TARGET-ORIENTED MOLECULAR DOCKING AND ADMET ANALYSIS OF NOVEL CHALCONE-LINKED QUINOLINE DERIVATIVES FOR CANCER THERAPY

Objective: Molecular docking studies were carried out on thirty-three novel chalcone-linked quinoline derivatives to evaluate their potential as anticancer drug candidates targeting EGFR tyrosine kinase. Methods: The computational study was executed using the Maestro interface in the Schrodinger to target EGFR enzyme (PDB ID: 4HJO). For all the compounds, molecular docking was subjected to ADME analysis using QikProp module.

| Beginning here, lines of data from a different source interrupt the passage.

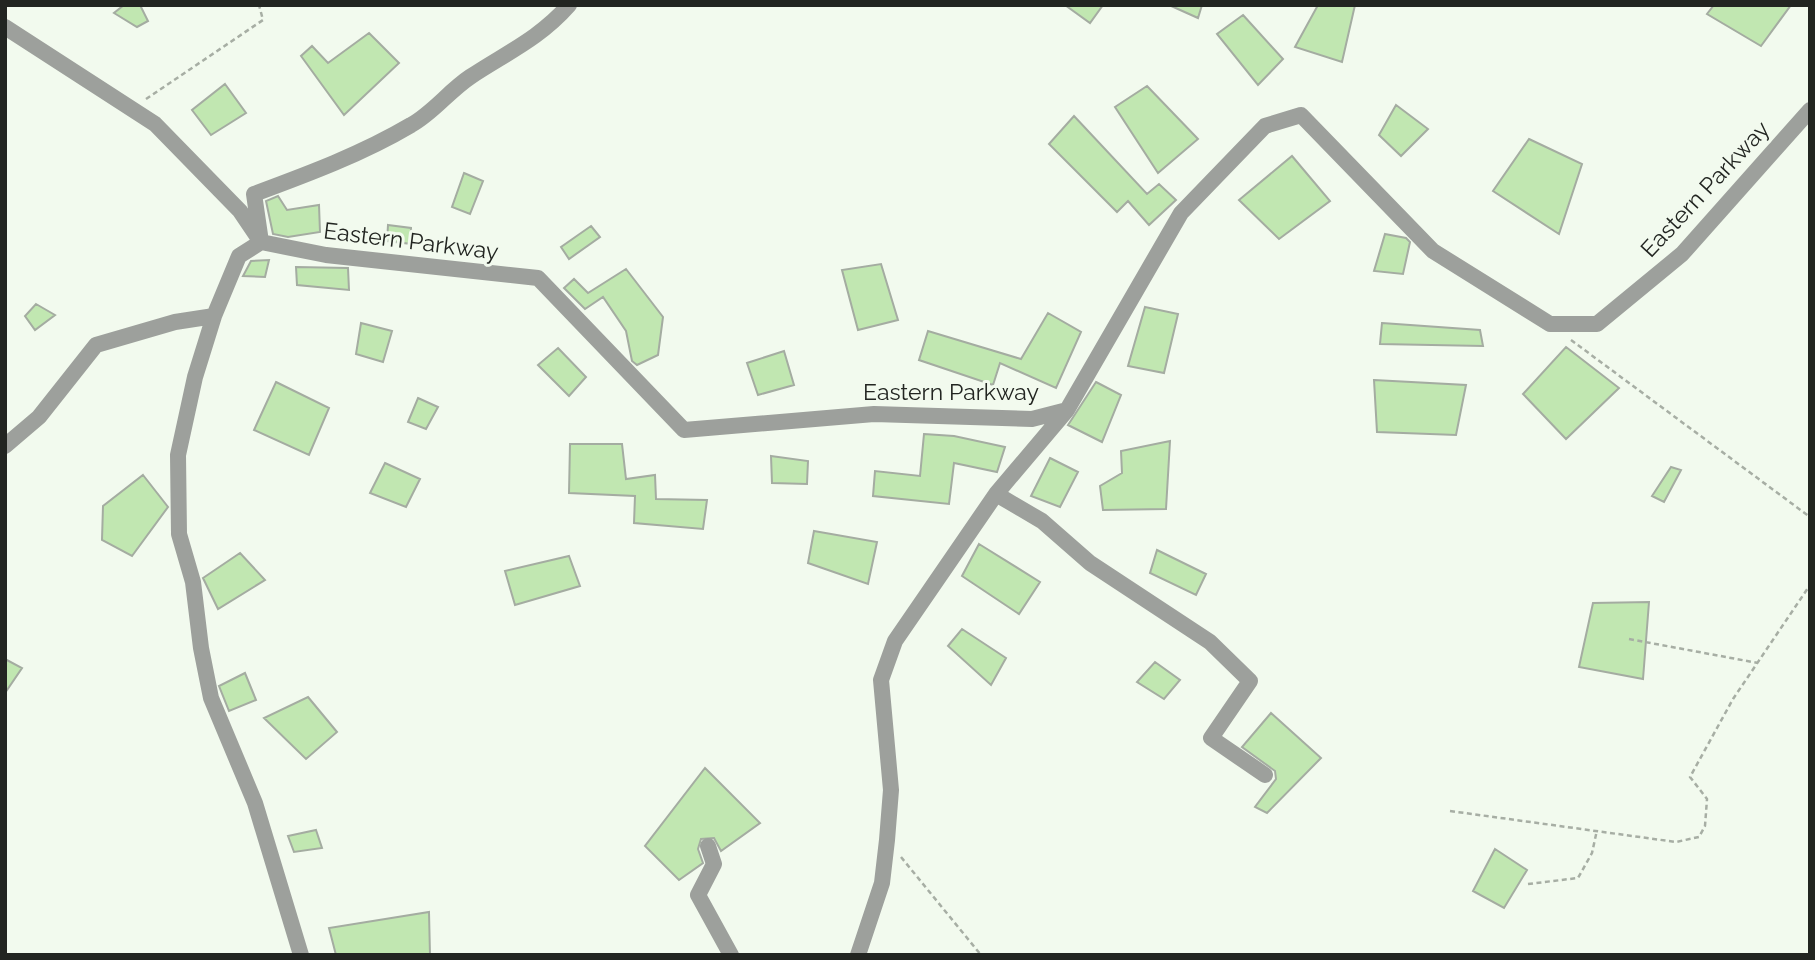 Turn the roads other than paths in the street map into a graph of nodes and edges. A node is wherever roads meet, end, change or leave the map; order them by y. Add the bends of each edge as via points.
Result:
1 (569, 5) edge
2 (5, 27) edge
3 (1810, 110) edge
4 (261, 242) junction
5 (214, 316) junction
6 (1066, 410) junction
7 (5, 446) edge
8 (996, 494) junction
9 (1265, 775) dead end
10 (708, 846) dead end
11 (301, 955) edge
12 (732, 955) edge
13 (858, 955) edge

1 - 4 street via 513,53 470,78 414,124 325,168 254,194
2 - 4 street via 155,124 240,211
3 - 6 street, Eastern Parkway via 1682,254 1597,324 1550,324 1433,251 1301,115 1265,126 1181,212
4 - 5 street via 239,256
4 - 6 street, Eastern Parkway via 326,255 538,278 684,429 874,414 1032,419
5 - 7 street via 96,345 39,417
5 - 11 street via 177,455 179,534 193,582 211,698 255,803
6 - 8 street
8 - 9 street via 1042,521 1090,563 1210,642 1250,681 1210,738
8 - 13 street via 895,641 881,680 891,790 887,840 872,921
10 - 12 street via 714,864 698,895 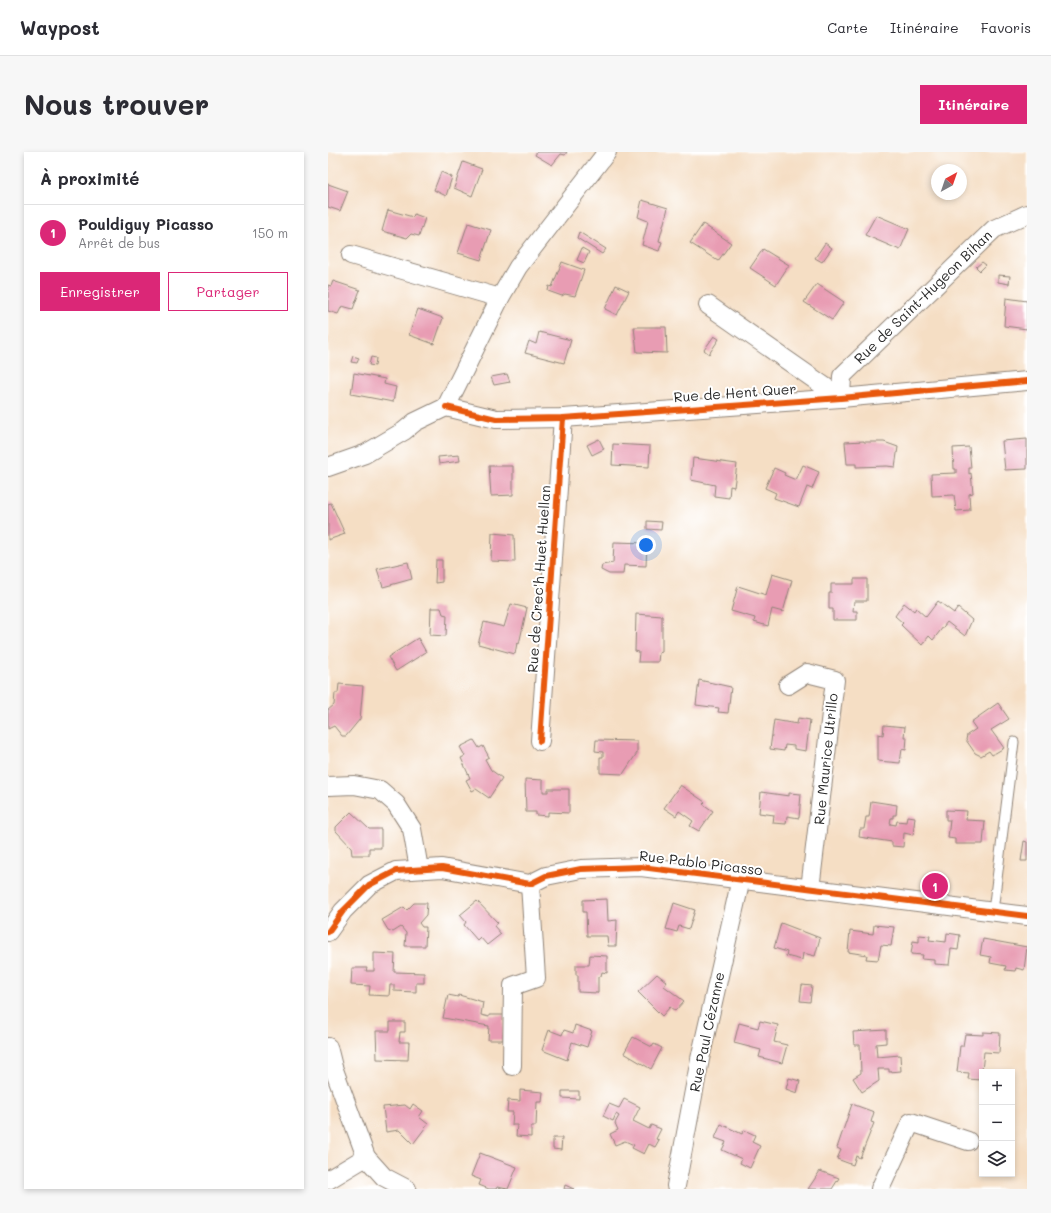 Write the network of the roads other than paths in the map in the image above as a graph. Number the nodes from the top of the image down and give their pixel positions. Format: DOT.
graph roads {
  1 [pos="607,152"];
  2 [pos="1027,214"];
  3 [pos="351,255"];
  4 [pos="500,298"];
  5 [pos="708,305"];
  6 [pos="1027,381"];
  7 [pos="841,398"];
  8 [pos="446,407"];
  9 [pos="563,418"];
  10 [pos="328,467"];
  11 [pos="788,685"];
  12 [pos="540,741"];
  13 [pos="1014,742"];
  14 [pos="328,786"];
  15 [pos="419,869"];
  16 [pos="741,879"];
  17 [pos="530,884"];
  18 [pos="810,888"];
  19 [pos="993,911"];
  20 [pos="1027,916"];
  21 [pos="328,932"];
  22 [pos="328,1047"];
  23 [pos="512,1066"];
  24 [pos="968,1141"];
  25 [pos="366,1157"];
  26 [pos="328,1180"];
  27 [pos="676,1186"];
  28 [pos="407,1189"];
  29 [pos="880,1189"];
  1 -- 4 [label="street"];
  2 -- 7 [label="street, Rue de Saint-Hugeon Bihan"];
  3 -- 4 [label="street"];
  4 -- 8 [label="street"];
  5 -- 7 [label="street"];
  6 -- 7 [label="street, Rue de Hent Quer"];
  7 -- 9 [label="street, Rue de Hent Quer"];
  8 -- 9 [label="street, Rue de Hent Quer"];
  8 -- 10 [label="street"];
  9 -- 12 [label="street, Rue de Crec'h Huet Huellan"];
  11 -- 18 [label="street, Rue Maurice Utrillo"];
  13 -- 19 [label="lane"];
  14 -- 15 [label="street"];
  15 -- 17 [label="street"];
  15 -- 21 [label="street"];
  16 -- 17 [label="street, Rue Pablo Picasso"];
  16 -- 18 [label="street, Rue Pablo Picasso"];
  16 -- 27 [label="street, Rue Paul Cézanne"];
  17 -- 23 [label="street"];
  18 -- 19 [label="street, Rue Pablo Picasso"];
  19 -- 20 [label="street, Rue Pablo Picasso"];
  22 -- 25 [label="street"];
  24 -- 29 [label="street"];
  25 -- 26 [label="street"];
  25 -- 28 [label="street"];
} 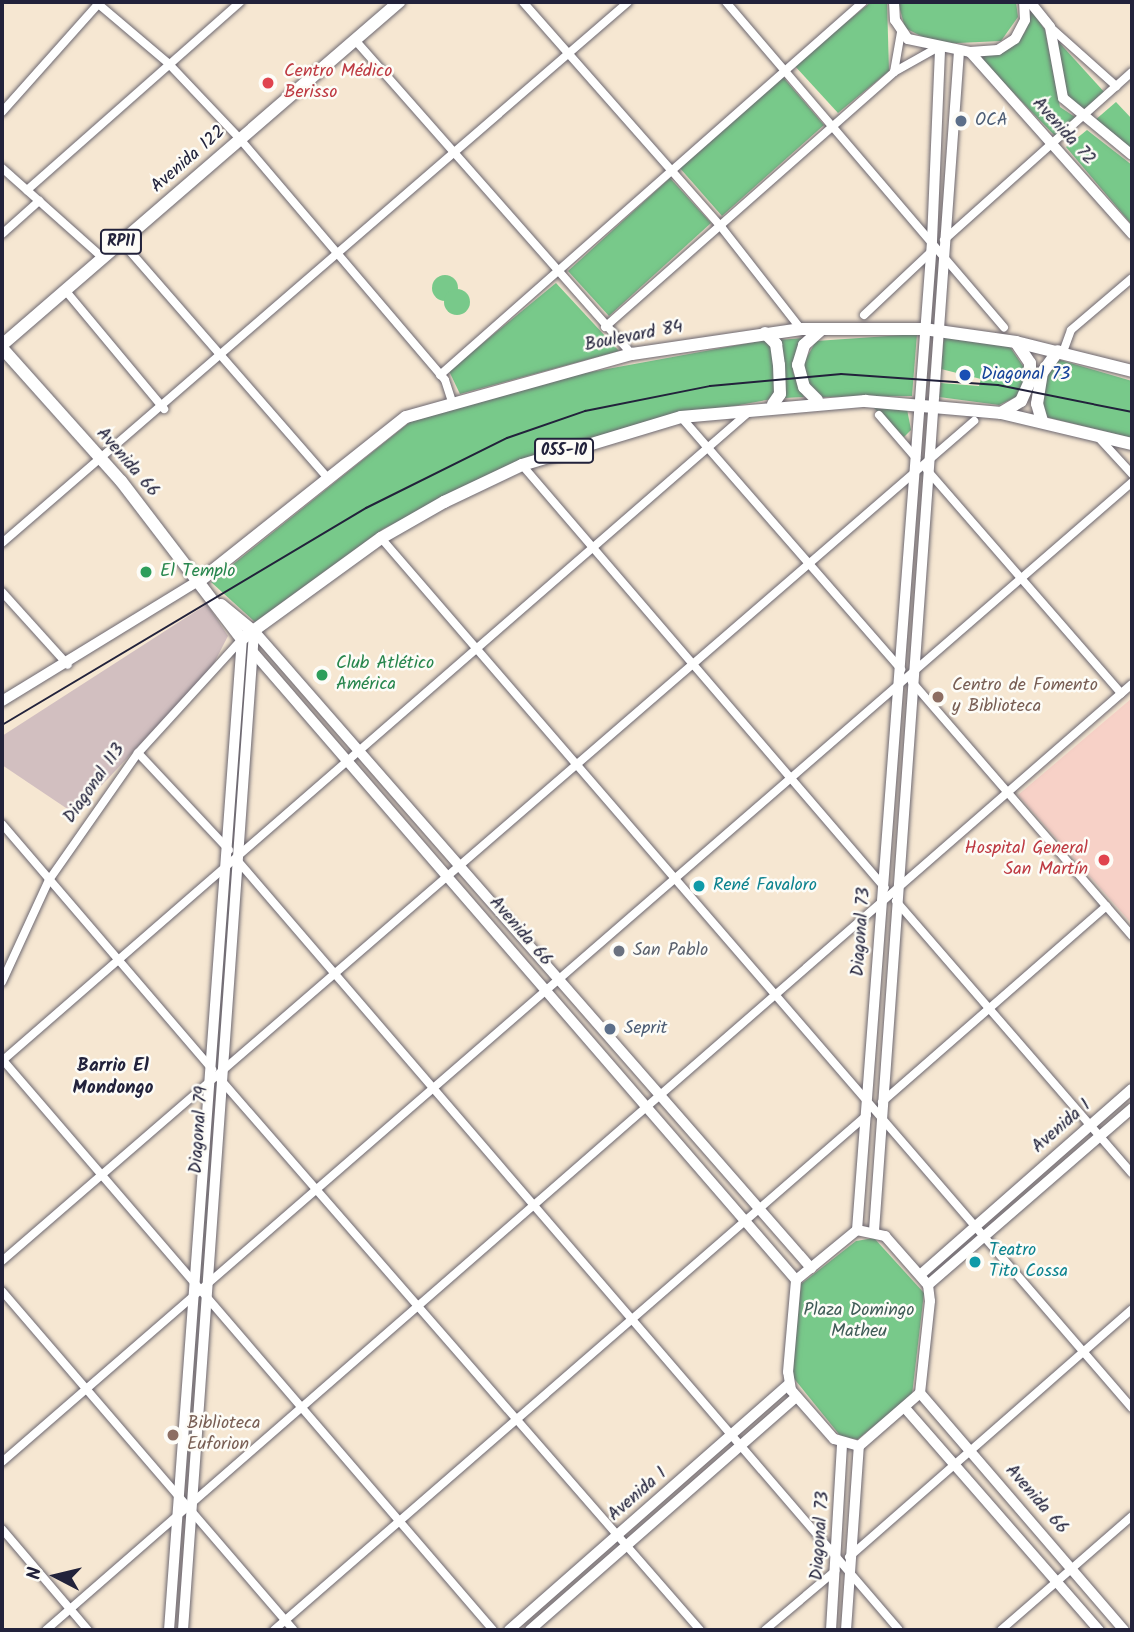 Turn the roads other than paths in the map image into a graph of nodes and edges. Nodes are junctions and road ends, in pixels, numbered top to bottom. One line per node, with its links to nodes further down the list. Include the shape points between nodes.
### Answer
1 (98, 2): 17 (street); 22 (street)
2 (240, 2): 17 (street)
3 (399, 2): 13 (main road, Avenida 122 / RP11)
4 (523, 2): 16 (street)
5 (628, 2): 16 (street)
6 (726, 2): 18 (street)
7 (863, 2): 18 (street)
8 (894, 2): 12 (main road)
9 (1024, 2): 15 (main road, via 1025,20 1015,39 998,50)
10 (1030, 2): 11 (street, Avenida 72)
11 (1050, 27): 21 (street); 23 (street, Avenida 72, via 1063,98)
12 (901, 33): 14 (main road); 19 (street)
13 (355, 40): 25 (main road, Avenida 122 / RP11); 27 (street)
14 (937, 50): 15 (main road); 19 (street); 38 (main road, Diagonal 73)
15 (964, 52): 26 (street, Avenida 72); 36 (main road, Diagonal 73)
16 (569, 53): 27 (street); 30 (street)
17 (168, 63): 25 (street); 31 (street)
18 (785, 71): 24 (street); 30 (street)
19 (894, 72): 24 (street)
20 (1132, 72): 21 (street)
21 (1116, 86): 23 (street)
22 (2, 112)
23 (1083, 115): 26 (street); 28 (street, Avenida 72)
24 (832, 127): 33 (street); 38 (street)
25 (240, 139): 37 (main road, Avenida 122 / RP11); 40 (street)
26 (1052, 143): 35 (street, Avenida 72); 36 (street)
27 (452, 152): 40 (street); 42 (street)
28 (1132, 155)
29 (2, 168): 31 (street)
30 (672, 170): 33 (street); 42 (street)
31 (27, 190): 32 (street)
32 (39, 201): 34 (street); 41 (street)
33 (722, 228): 46 (street); 49 (street)
34 (2, 234)
35 (1132, 234)
36 (946, 238): 38 (street); 39 (main road, Diagonal 73)
37 (121, 241): 41 (main road, Avenida 122 / RP11); 57 (street)
38 (933, 246): 39 (street); 45 (street); 50 (main road, Diagonal 73)
39 (945, 256): 47 (street); 51 (main road, Diagonal 73)
40 (338, 257): 57 (street); 59 (street)
41 (103, 258): 44 (main road, Avenida 122 / RP11)
42 (556, 272): 46 (street); 59 (street)
43 (1132, 278): 55 (street, via 1071,330)
44 (65, 290): 54 (main road, Avenida 122 / RP11); 66 (street)
45 (864, 315)
46 (605, 327): 56 (street)
47 (1003, 327)
48 (822, 328): 49 (main road, Boulevard 84); 50 (main road, Boulevard 84); 60 (main road, via 804,345 798,365 804,387)
49 (801, 329): 52 (main road, Boulevard 84)
50 (924, 329): 51 (main road, Boulevard 84); 63 (main road, Diagonal 73)
51 (940, 330): 53 (main road, Boulevard 84); 64 (main road, Diagonal 73)
52 (765, 333): 56 (main road, Boulevard 84); 62 (main road, via 776,344 779,365 780,394)
53 (1016, 342): 55 (main road, Boulevard 84); 67 (main road, via 1030,363 1030,380 1021,401)
54 (2, 347): 76 (main road, Avenida 66)
55 (1060, 351): 58 (main road, Boulevard 84); 71 (main road, via 1042,373 1037,404)
56 (632, 354): 61 (main road, Boulevard 84)
57 (222, 357): 66 (street); 81 (street)
58 (1132, 370)
59 (440, 374): 61 (street)
60 (817, 400): 62 (main road, 055-10); 63 (main road, 055-10)
61 (452, 401): 81 (main road, Boulevard 84, via 390,427)
62 (773, 404): 65 (main road, 055-10)
63 (918, 404): 64 (main road, 055-10); 77 (main road, Diagonal 73)
64 (935, 405): 67 (main road, 055-10); 75 (main road, Diagonal 73)
65 (755, 407): 69 (main road, 055-10); 74 (street)
66 (164, 409): 76 (street)
67 (1001, 413): 71 (main road, 055-10)
68 (879, 415): 77 (street)
69 (681, 417): 74 (street); 78 (main road, 055-10)
70 (974, 421): 75 (street)
71 (1042, 421): 72 (main road, 055-10)
72 (1096, 434): 73 (main road, 055-10); 80 (street)
73 (1132, 444)
74 (707, 448): 85 (street); 86 (street)
75 (931, 455): 77 (street); 79 (main road, Diagonal 73)
76 (103, 460): 84 (street); 88 (main road, Avenida 66)
77 (916, 464): 79 (street); 86 (street); 97 (main road, Diagonal 73)
78 (522, 465): 83 (main road, 055-10); 85 (street)
79 (930, 474): 87 (street); 98 (main road, Diagonal 73)
80 (1132, 474)
81 (327, 477): 88 (main road, Boulevard 84)
82 (1132, 482): 87 (street)
83 (381, 538): 91 (main road, 055-10); 93 (street)
84 (2, 543)
85 (593, 548): 93 (street); 95 (street)
86 (807, 563): 95 (street); 97 (street)
87 (1021, 578): 98 (street); 101 (street)
88 (202, 579): 90 (main road, Avenida 66); 96 (street)
89 (2, 592): 96 (street)
90 (221, 605): 91 (main road, Avenida 66); 92 (main road, Avenida 66)
91 (254, 632): 92 (main road, Diagonal 113); 94 (main road, Diagonal 79); 103 (main road, Avenida 66)
92 (242, 639): 94 (main road, Avenida 66); 104 (street, Diagonal 113); 110 (main road, Diagonal 79)
93 (477, 649): 103 (street); 106 (street)
94 (254, 654): 105 (main road, Avenida 66); 111 (main road, Diagonal 79)
95 (692, 663): 106 (street); 107 (street)
96 (68, 666): 102 (street)
97 (898, 667): 98 (street); 100 (main road, Diagonal 73)
98 (912, 677): 100 (street); 108 (street); 118 (main road, Diagonal 73)
99 (1132, 684): 101 (street)
100 (897, 685): 107 (street); 117 (main road, Diagonal 73)
101 (1121, 693): 108 (street)
102 (2, 701)
103 (359, 751): 105 (street); 112 (main road, Avenida 66)
104 (138, 753): 110 (street); 116 (street, Diagonal 113)
105 (347, 761): 111 (street); 114 (main road, Avenida 66)
106 (576, 764): 112 (street); 115 (street)
107 (790, 778): 115 (street); 117 (street)
108 (1009, 792): 118 (street); 120 (street)
109 (2, 824): 116 (street)
110 (225, 845): 111 (street); 113 (main road, Diagonal 79)
111 (238, 858): 113 (street); 123 (street); 131 (main road, Diagonal 79)
112 (458, 865): 114 (street); 124 (main road, Avenida 66)
113 (222, 869): 122 (street); 130 (main road, Diagonal 79)
114 (446, 876): 123 (street); 126 (main road, Avenida 66)
115 (675, 878): 124 (street); 127 (street)
116 (49, 880): 122 (street); 125 (street, Diagonal 113)
117 (883, 885): 118 (street); 119 (main road, Diagonal 73)
118 (896, 895): 119 (street); 128 (street); 136 (main road, Diagonal 73)
119 (881, 903): 127 (street); 139 (main road, Diagonal 73)
120 (1107, 906): 121 (street); 128 (street)
121 (1132, 936)
122 (116, 962): 129 (street); 130 (street)
123 (335, 972): 131 (street); 133 (street)
124 (559, 979): 126 (street); 135 (main road, Avenida 66)
125 (2, 982)
126 (547, 989): 133 (street); 137 (main road, Avenida 66)
127 (776, 995): 135 (street); 139 (street)
128 (991, 1011): 136 (street); 141 (street)
129 (2, 1060): 144 (street)
130 (209, 1066): 131 (street); 132 (main road, Diagonal 79)
131 (220, 1075): 132 (street); 145 (street); 159 (main road, Diagonal 79)
132 (207, 1083): 144 (street); 156 (main road, Diagonal 79)
133 (433, 1088): 145 (street); 146 (street)
134 (1132, 1089): 141 (main road, Avenida 1)
135 (660, 1096): 137 (street); 147 (main road, Avenida 66)
136 (884, 1101): 139 (street); 140 (main road, Diagonal 73)
137 (647, 1108): 146 (street); 148 (main road, Avenida 66)
138 (1132, 1108): 142 (main road, Avenida 1)
139 (869, 1109): 140 (street); 147 (street); 150 (main road, Diagonal 73)
140 (883, 1119): 149 (street); 151 (main road, Diagonal 73)
141 (1090, 1126): 142 (street); 149 (main road, Avenida 1)
142 (1100, 1136): 143 (street); 152 (main road, Avenida 1)
143 (1132, 1173)
144 (102, 1175): 153 (street); 156 (street)
145 (315, 1190): 159 (street); 162 (street)
146 (533, 1207): 162 (street); 164 (street)
147 (761, 1211): 148 (street); 154 (main road, Avenida 66)
148 (748, 1224): 157 (main road, Avenida 66); 164 (street)
149 (975, 1224): 152 (street); 155 (main road, Avenida 1)
150 (857, 1230): 151 (main road); 154 (main road)
151 (874, 1231): 155 (main road)
152 (984, 1235): 158 (main road, Avenida 1); 165 (street)
153 (2, 1261)
154 (811, 1268): 157 (main road)
155 (920, 1275): 158 (main road)
156 (194, 1276): 159 (street); 161 (main road, Diagonal 79)
157 (796, 1280): 166 (main road)
158 (929, 1285): 168 (main road)
159 (205, 1289): 161 (street); 170 (street); 182 (main road, Diagonal 79)
160 (2, 1291): 167 (street)
161 (192, 1299): 167 (street); 181 (main road, Diagonal 79)
162 (419, 1306): 170 (street); 173 (street)
163 (1132, 1309): 165 (street)
164 (628, 1322): 173 (street); 174 (street)
165 (1083, 1351): 172 (street); 178 (street)
166 (789, 1384): 169 (main road); 174 (main road, Avenida 1)
167 (86, 1389): 179 (street); 181 (street)
168 (920, 1393): 171 (main road); 178 (main road, Avenida 66)
169 (796, 1397): 175 (main road, Avenida 1); 176 (main road)
170 (302, 1408): 182 (street); 185 (street)
171 (905, 1408): 177 (main road); 180 (main road)
172 (1132, 1408)
173 (517, 1417): 185 (street); 187 (street)
174 (734, 1435): 175 (street); 187 (main road, Avenida 1)
175 (742, 1445): 188 (main road, Avenida 1); 190 (street)
176 (842, 1445): 177 (main road); 190 (main road, Diagonal 73)
177 (859, 1446): 189 (main road, Diagonal 73)
178 (970, 1451): 180 (street); 191 (main road, Avenida 66)
179 (2, 1462)
180 (954, 1464): 189 (street); 193 (main road)
181 (178, 1496): 182 (street); 184 (main road, Diagonal 79)
182 (191, 1509): 184 (street); 195 (street); 199 (main road, Diagonal 79)
183 (1132, 1516): 191 (street)
184 (177, 1519): 194 (street); 198 (main road, Diagonal 79)
185 (401, 1522): 195 (street); 202 (street)
186 (2, 1529): 194 (street)
187 (618, 1535): 188 (street); 203 (main road, Avenida 1)
188 (627, 1546): 204 (main road, Avenida 1); 205 (street)
189 (851, 1555): 190 (street); 192 (main road, Diagonal 73)
190 (838, 1563): 192 (street); 206 (street); 207 (main road, Diagonal 73)
191 (1071, 1569): 193 (street); 212 (main road, Avenida 66)
192 (850, 1575): 208 (main road, Diagonal 73); 209 (street)
193 (1057, 1581): 210 (street); 211 (main road)
194 (71, 1609): 196 (street); 197 (street)
195 (286, 1621): 200 (street); 201 (street)
196 (46, 1630)
197 (88, 1630)
198 (169, 1630)
199 (183, 1630)
200 (275, 1630)
201 (294, 1630)
202 (494, 1630)
203 (509, 1630)
204 (530, 1630)
205 (700, 1630)
206 (765, 1630)
207 (831, 1630)
208 (846, 1630)
209 (899, 1630)
210 (1001, 1630)
211 (1100, 1630)
212 (1124, 1630)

Results: Analysis of protein-ligand interactions demonstrated that the most active compounds formed stable hydrogen bonds with key residues PHE-832, THR-830, SER-676, THR-766, MET-796, CYS-751, GLN-767 and ASN-818 in the EGFR binding pocket. ADMET predictions indicated favorable drug-like properties for all compounds, with acceptable molecular weights range of ≤500 Da, optimal lipophilicity (LogP< 5), and high gastrointestinal absorption rates. The compounds showed compliance with Lipinski’s rule of five and exhibited blood-brain barrier permeability. Conclusion: The targeting of EGFR tyrosine kinase by these derivatives indicates potential effectiveness of chalcone linked quinoline derivatives.